*** Data section ***
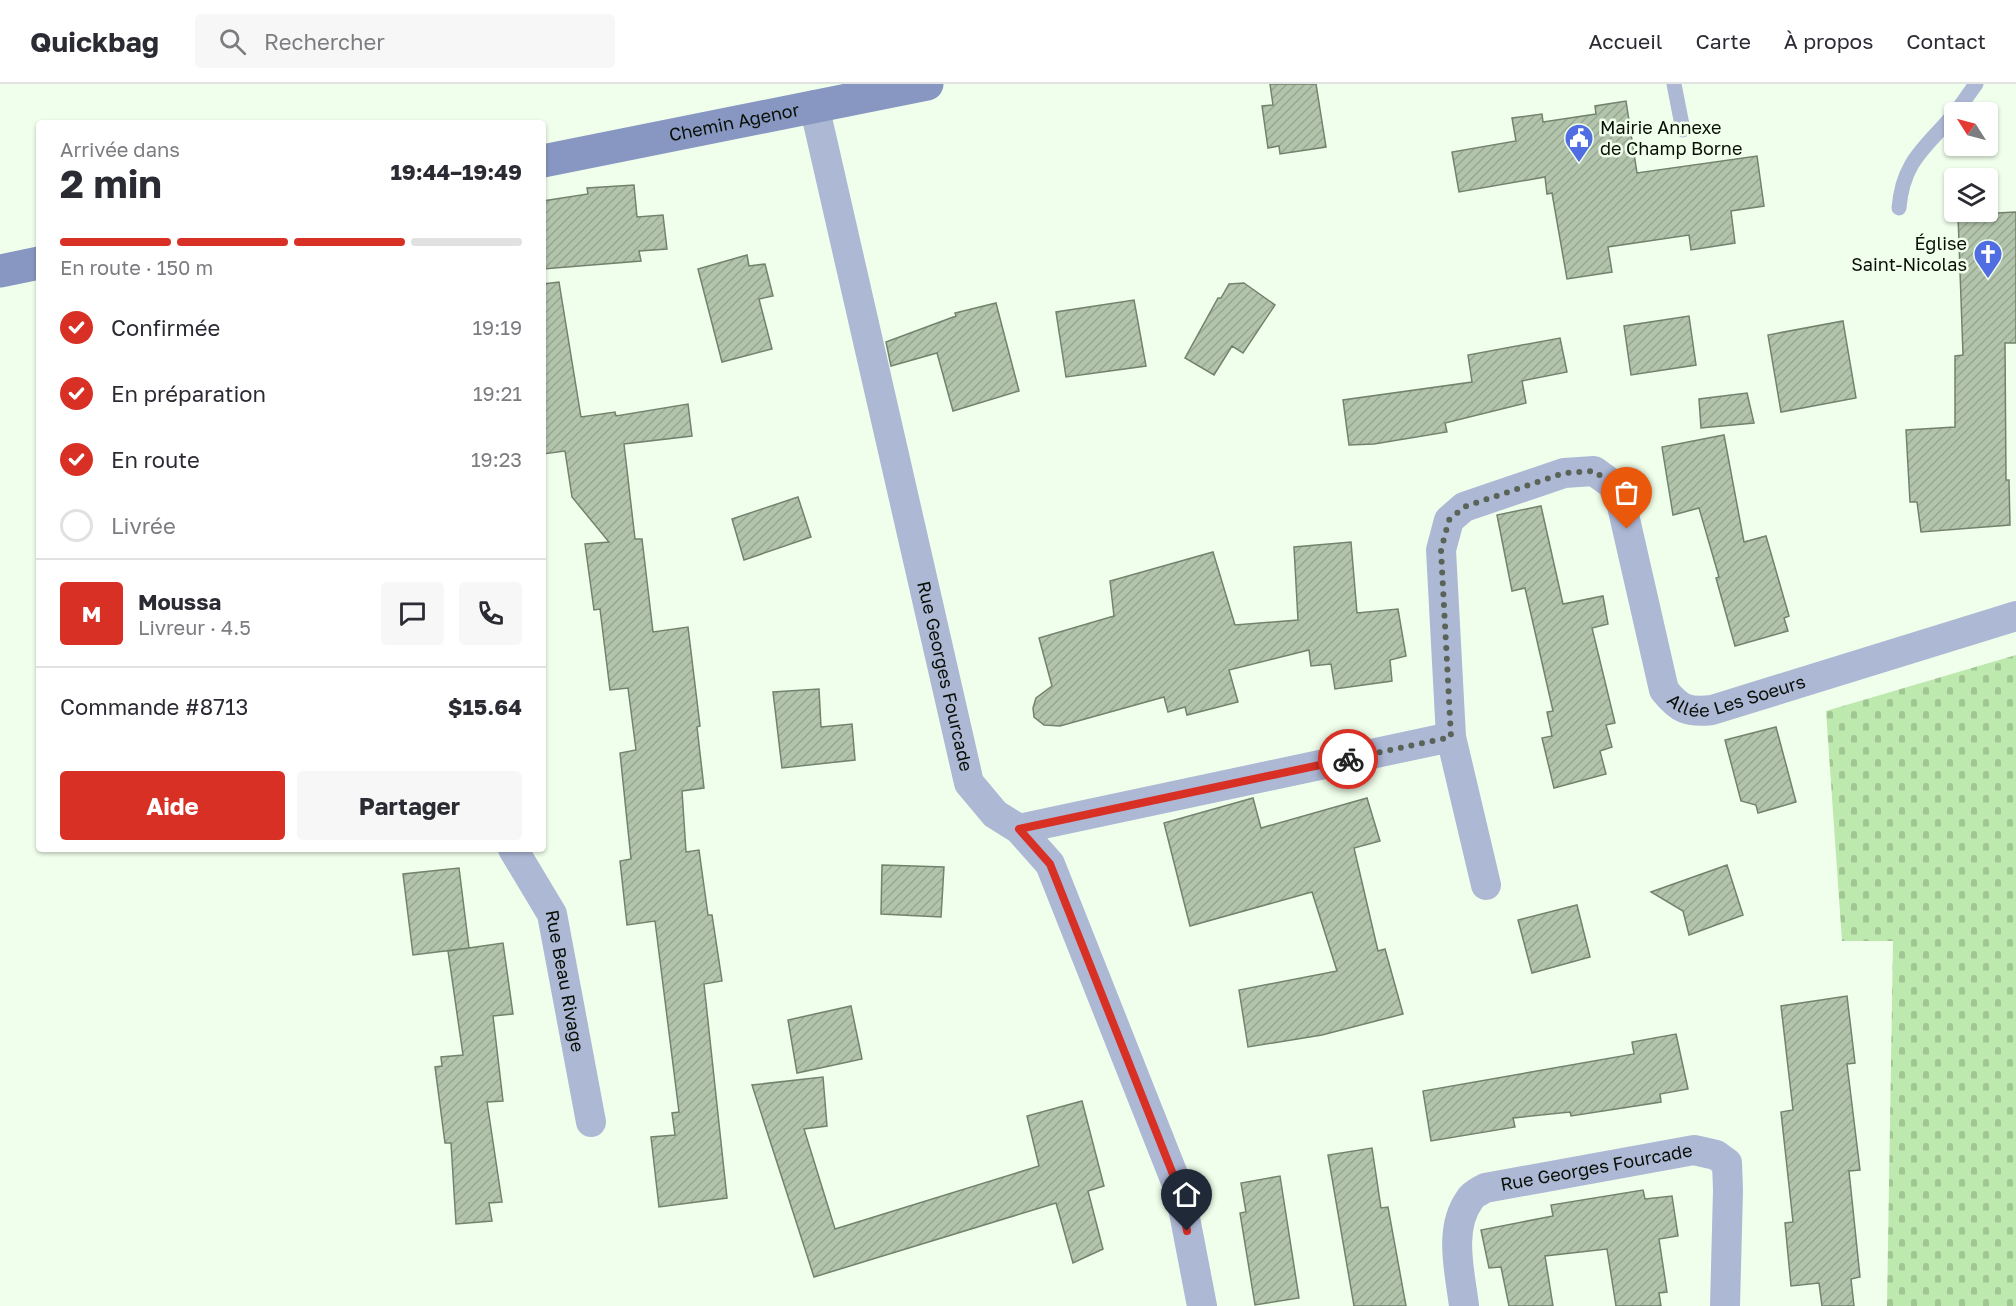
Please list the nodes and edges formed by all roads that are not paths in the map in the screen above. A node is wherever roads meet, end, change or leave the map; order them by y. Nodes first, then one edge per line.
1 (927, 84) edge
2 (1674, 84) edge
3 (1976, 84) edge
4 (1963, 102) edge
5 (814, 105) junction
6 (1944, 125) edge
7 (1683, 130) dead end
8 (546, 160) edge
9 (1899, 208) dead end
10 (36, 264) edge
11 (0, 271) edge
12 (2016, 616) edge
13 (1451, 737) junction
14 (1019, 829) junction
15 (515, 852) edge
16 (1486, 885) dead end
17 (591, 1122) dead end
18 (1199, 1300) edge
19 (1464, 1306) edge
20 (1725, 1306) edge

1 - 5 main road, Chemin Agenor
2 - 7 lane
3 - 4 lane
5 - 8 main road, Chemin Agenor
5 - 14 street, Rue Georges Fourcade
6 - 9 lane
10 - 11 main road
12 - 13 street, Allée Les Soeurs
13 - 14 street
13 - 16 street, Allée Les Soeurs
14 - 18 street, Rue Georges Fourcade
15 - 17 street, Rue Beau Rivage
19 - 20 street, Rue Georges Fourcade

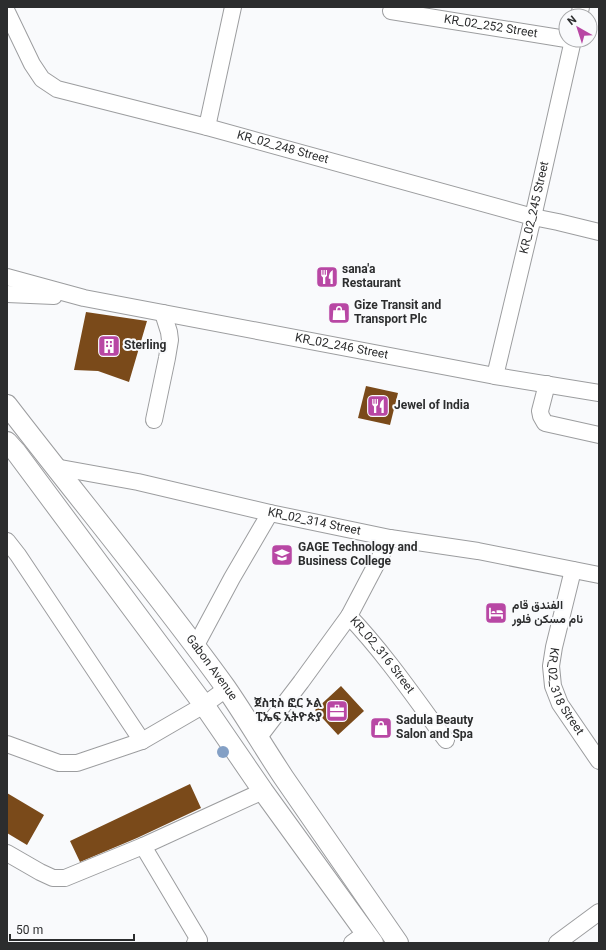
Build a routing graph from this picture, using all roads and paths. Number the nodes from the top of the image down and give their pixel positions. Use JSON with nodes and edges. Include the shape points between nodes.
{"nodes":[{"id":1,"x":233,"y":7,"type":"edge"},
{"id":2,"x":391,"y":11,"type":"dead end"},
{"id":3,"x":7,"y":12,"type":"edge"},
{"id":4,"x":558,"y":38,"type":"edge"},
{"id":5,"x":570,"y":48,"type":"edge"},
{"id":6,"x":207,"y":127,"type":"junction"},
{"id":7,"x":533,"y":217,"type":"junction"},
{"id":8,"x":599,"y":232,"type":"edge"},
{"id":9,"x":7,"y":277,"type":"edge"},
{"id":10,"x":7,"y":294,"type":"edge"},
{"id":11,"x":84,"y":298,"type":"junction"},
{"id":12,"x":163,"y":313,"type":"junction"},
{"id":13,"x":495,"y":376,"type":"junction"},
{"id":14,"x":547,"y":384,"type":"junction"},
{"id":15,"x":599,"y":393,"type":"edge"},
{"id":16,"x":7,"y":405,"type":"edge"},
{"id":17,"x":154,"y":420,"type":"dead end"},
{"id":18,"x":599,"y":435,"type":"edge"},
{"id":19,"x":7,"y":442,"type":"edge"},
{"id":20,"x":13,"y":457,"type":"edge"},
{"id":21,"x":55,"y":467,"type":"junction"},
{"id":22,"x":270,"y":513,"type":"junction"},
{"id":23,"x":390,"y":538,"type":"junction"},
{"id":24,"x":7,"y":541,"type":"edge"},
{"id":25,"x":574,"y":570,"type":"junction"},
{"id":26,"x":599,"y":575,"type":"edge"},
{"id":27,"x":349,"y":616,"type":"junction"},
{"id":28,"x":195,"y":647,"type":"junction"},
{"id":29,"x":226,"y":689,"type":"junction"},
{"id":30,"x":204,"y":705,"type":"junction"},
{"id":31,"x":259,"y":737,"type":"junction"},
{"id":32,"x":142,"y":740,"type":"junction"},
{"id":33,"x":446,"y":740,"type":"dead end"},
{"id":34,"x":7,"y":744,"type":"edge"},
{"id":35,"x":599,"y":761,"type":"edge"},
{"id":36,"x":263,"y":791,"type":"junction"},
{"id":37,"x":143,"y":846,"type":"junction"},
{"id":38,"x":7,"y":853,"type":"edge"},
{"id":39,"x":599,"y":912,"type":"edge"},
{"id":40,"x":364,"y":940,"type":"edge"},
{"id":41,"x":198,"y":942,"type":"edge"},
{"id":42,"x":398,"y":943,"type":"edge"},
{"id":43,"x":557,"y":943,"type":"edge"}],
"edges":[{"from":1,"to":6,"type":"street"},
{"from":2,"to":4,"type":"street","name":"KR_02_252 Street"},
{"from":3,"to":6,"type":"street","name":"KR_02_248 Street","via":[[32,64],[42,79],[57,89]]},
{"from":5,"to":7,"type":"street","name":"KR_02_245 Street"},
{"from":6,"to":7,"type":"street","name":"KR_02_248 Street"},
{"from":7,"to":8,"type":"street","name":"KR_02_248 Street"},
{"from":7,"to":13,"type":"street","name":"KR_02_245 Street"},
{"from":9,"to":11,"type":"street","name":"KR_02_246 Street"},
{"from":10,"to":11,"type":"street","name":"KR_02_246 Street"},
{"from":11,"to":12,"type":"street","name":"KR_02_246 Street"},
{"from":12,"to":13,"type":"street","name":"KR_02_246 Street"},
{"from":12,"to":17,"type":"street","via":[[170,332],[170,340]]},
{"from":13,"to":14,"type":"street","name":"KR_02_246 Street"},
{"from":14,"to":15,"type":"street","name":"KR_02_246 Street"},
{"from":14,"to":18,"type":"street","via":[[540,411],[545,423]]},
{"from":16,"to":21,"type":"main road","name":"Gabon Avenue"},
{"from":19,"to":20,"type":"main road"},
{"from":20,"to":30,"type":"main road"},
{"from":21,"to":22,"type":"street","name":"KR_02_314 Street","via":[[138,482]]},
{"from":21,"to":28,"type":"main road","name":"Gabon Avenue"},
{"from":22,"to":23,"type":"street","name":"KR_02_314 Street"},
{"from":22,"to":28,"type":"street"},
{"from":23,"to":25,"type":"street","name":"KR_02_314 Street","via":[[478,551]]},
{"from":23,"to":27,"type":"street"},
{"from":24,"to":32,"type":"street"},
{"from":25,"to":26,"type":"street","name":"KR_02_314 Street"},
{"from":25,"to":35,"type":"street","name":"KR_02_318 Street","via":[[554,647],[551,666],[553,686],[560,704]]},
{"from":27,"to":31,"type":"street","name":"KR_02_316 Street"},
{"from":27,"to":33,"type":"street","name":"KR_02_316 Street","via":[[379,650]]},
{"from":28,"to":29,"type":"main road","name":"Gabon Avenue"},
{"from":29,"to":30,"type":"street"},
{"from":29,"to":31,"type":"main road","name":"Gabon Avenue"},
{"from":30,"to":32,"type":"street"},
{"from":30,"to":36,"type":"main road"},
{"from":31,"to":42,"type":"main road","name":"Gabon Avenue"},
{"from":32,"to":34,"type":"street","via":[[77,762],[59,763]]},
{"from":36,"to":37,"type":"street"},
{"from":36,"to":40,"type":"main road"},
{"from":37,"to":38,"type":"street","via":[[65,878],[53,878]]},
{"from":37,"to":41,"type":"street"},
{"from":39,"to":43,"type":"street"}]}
*** End of Data section ***
#### Work to complete
Repeat the material exactly. Any picture in it should be dropped.

#### Your solution
Please list the nodes and edges formed by all roads that are not paths in the map in the screen above. A node is wherever roads meet, end, change or leave the map; order them by y. Nodes first, then one edge per line.
1 (927, 84) edge
2 (1674, 84) edge
3 (1976, 84) edge
4 (1963, 102) edge
5 (814, 105) junction
6 (1944, 125) edge
7 (1683, 130) dead end
8 (546, 160) edge
9 (1899, 208) dead end
10 (36, 264) edge
11 (0, 271) edge
12 (2016, 616) edge
13 (1451, 737) junction
14 (1019, 829) junction
15 (515, 852) edge
16 (1486, 885) dead end
17 (591, 1122) dead end
18 (1199, 1300) edge
19 (1464, 1306) edge
20 (1725, 1306) edge

1 - 5 main road, Chemin Agenor
2 - 7 lane
3 - 4 lane
5 - 8 main road, Chemin Agenor
5 - 14 street, Rue Georges Fourcade
6 - 9 lane
10 - 11 main road
12 - 13 street, Allée Les Soeurs
13 - 14 street
13 - 16 street, Allée Les Soeurs
14 - 18 street, Rue Georges Fourcade
15 - 17 street, Rue Beau Rivage
19 - 20 street, Rue Georges Fourcade

Build a routing graph from this picture, using all roads and paths. Number the nodes from the top of the image down and give their pixel positions. Use JSON with nodes and edges. Include the shape points between nodes.
{"nodes":[{"id":1,"x":233,"y":7,"type":"edge"},
{"id":2,"x":391,"y":11,"type":"dead end"},
{"id":3,"x":7,"y":12,"type":"edge"},
{"id":4,"x":558,"y":38,"type":"edge"},
{"id":5,"x":570,"y":48,"type":"edge"},
{"id":6,"x":207,"y":127,"type":"junction"},
{"id":7,"x":533,"y":217,"type":"junction"},
{"id":8,"x":599,"y":232,"type":"edge"},
{"id":9,"x":7,"y":277,"type":"edge"},
{"id":10,"x":7,"y":294,"type":"edge"},
{"id":11,"x":84,"y":298,"type":"junction"},
{"id":12,"x":163,"y":313,"type":"junction"},
{"id":13,"x":495,"y":376,"type":"junction"},
{"id":14,"x":547,"y":384,"type":"junction"},
{"id":15,"x":599,"y":393,"type":"edge"},
{"id":16,"x":7,"y":405,"type":"edge"},
{"id":17,"x":154,"y":420,"type":"dead end"},
{"id":18,"x":599,"y":435,"type":"edge"},
{"id":19,"x":7,"y":442,"type":"edge"},
{"id":20,"x":13,"y":457,"type":"edge"},
{"id":21,"x":55,"y":467,"type":"junction"},
{"id":22,"x":270,"y":513,"type":"junction"},
{"id":23,"x":390,"y":538,"type":"junction"},
{"id":24,"x":7,"y":541,"type":"edge"},
{"id":25,"x":574,"y":570,"type":"junction"},
{"id":26,"x":599,"y":575,"type":"edge"},
{"id":27,"x":349,"y":616,"type":"junction"},
{"id":28,"x":195,"y":647,"type":"junction"},
{"id":29,"x":226,"y":689,"type":"junction"},
{"id":30,"x":204,"y":705,"type":"junction"},
{"id":31,"x":259,"y":737,"type":"junction"},
{"id":32,"x":142,"y":740,"type":"junction"},
{"id":33,"x":446,"y":740,"type":"dead end"},
{"id":34,"x":7,"y":744,"type":"edge"},
{"id":35,"x":599,"y":761,"type":"edge"},
{"id":36,"x":263,"y":791,"type":"junction"},
{"id":37,"x":143,"y":846,"type":"junction"},
{"id":38,"x":7,"y":853,"type":"edge"},
{"id":39,"x":599,"y":912,"type":"edge"},
{"id":40,"x":364,"y":940,"type":"edge"},
{"id":41,"x":198,"y":942,"type":"edge"},
{"id":42,"x":398,"y":943,"type":"edge"},
{"id":43,"x":557,"y":943,"type":"edge"}],
"edges":[{"from":1,"to":6,"type":"street"},
{"from":2,"to":4,"type":"street","name":"KR_02_252 Street"},
{"from":3,"to":6,"type":"street","name":"KR_02_248 Street","via":[[32,64],[42,79],[57,89]]},
{"from":5,"to":7,"type":"street","name":"KR_02_245 Street"},
{"from":6,"to":7,"type":"street","name":"KR_02_248 Street"},
{"from":7,"to":8,"type":"street","name":"KR_02_248 Street"},
{"from":7,"to":13,"type":"street","name":"KR_02_245 Street"},
{"from":9,"to":11,"type":"street","name":"KR_02_246 Street"},
{"from":10,"to":11,"type":"street","name":"KR_02_246 Street"},
{"from":11,"to":12,"type":"street","name":"KR_02_246 Street"},
{"from":12,"to":13,"type":"street","name":"KR_02_246 Street"},
{"from":12,"to":17,"type":"street","via":[[170,332],[170,340]]},
{"from":13,"to":14,"type":"street","name":"KR_02_246 Street"},
{"from":14,"to":15,"type":"street","name":"KR_02_246 Street"},
{"from":14,"to":18,"type":"street","via":[[540,411],[545,423]]},
{"from":16,"to":21,"type":"main road","name":"Gabon Avenue"},
{"from":19,"to":20,"type":"main road"},
{"from":20,"to":30,"type":"main road"},
{"from":21,"to":22,"type":"street","name":"KR_02_314 Street","via":[[138,482]]},
{"from":21,"to":28,"type":"main road","name":"Gabon Avenue"},
{"from":22,"to":23,"type":"street","name":"KR_02_314 Street"},
{"from":22,"to":28,"type":"street"},
{"from":23,"to":25,"type":"street","name":"KR_02_314 Street","via":[[478,551]]},
{"from":23,"to":27,"type":"street"},
{"from":24,"to":32,"type":"street"},
{"from":25,"to":26,"type":"street","name":"KR_02_314 Street"},
{"from":25,"to":35,"type":"street","name":"KR_02_318 Street","via":[[554,647],[551,666],[553,686],[560,704]]},
{"from":27,"to":31,"type":"street","name":"KR_02_316 Street"},
{"from":27,"to":33,"type":"street","name":"KR_02_316 Street","via":[[379,650]]},
{"from":28,"to":29,"type":"main road","name":"Gabon Avenue"},
{"from":29,"to":30,"type":"street"},
{"from":29,"to":31,"type":"main road","name":"Gabon Avenue"},
{"from":30,"to":32,"type":"street"},
{"from":30,"to":36,"type":"main road"},
{"from":31,"to":42,"type":"main road","name":"Gabon Avenue"},
{"from":32,"to":34,"type":"street","via":[[77,762],[59,763]]},
{"from":36,"to":37,"type":"street"},
{"from":36,"to":40,"type":"main road"},
{"from":37,"to":38,"type":"street","via":[[65,878],[53,878]]},
{"from":37,"to":41,"type":"street"},
{"from":39,"to":43,"type":"street"}]}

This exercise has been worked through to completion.